- PROBLEM REQUIREMENTS -
Go through the material line by line and copy each one with the word "main".

- INPUT FOR THIS TASK -

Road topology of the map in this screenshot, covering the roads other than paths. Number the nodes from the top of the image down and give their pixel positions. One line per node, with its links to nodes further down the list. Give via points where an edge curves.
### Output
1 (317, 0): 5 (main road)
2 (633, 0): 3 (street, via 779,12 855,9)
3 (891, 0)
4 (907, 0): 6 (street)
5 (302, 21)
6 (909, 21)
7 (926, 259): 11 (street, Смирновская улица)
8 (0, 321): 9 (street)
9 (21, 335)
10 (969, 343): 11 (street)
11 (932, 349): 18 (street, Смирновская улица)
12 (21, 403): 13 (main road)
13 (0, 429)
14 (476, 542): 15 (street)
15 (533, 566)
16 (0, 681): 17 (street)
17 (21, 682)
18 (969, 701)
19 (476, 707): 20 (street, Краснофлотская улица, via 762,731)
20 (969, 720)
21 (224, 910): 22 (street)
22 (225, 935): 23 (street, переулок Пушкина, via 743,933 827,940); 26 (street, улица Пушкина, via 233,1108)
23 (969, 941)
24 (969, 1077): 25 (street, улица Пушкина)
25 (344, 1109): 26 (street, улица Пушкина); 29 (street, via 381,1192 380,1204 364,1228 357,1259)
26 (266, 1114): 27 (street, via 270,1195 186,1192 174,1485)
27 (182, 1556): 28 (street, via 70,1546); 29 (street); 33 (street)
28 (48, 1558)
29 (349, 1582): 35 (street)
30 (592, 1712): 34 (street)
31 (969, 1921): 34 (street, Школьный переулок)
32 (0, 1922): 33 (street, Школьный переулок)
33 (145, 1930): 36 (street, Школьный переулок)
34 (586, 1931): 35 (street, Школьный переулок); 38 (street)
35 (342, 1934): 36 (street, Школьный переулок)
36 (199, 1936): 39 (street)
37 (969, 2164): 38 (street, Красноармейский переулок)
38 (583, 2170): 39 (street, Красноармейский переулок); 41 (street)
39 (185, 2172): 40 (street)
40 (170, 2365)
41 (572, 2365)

- ANSWER TO THIS PROBLEM -
1 (317, 0): 5 (main road)
12 (21, 403): 13 (main road)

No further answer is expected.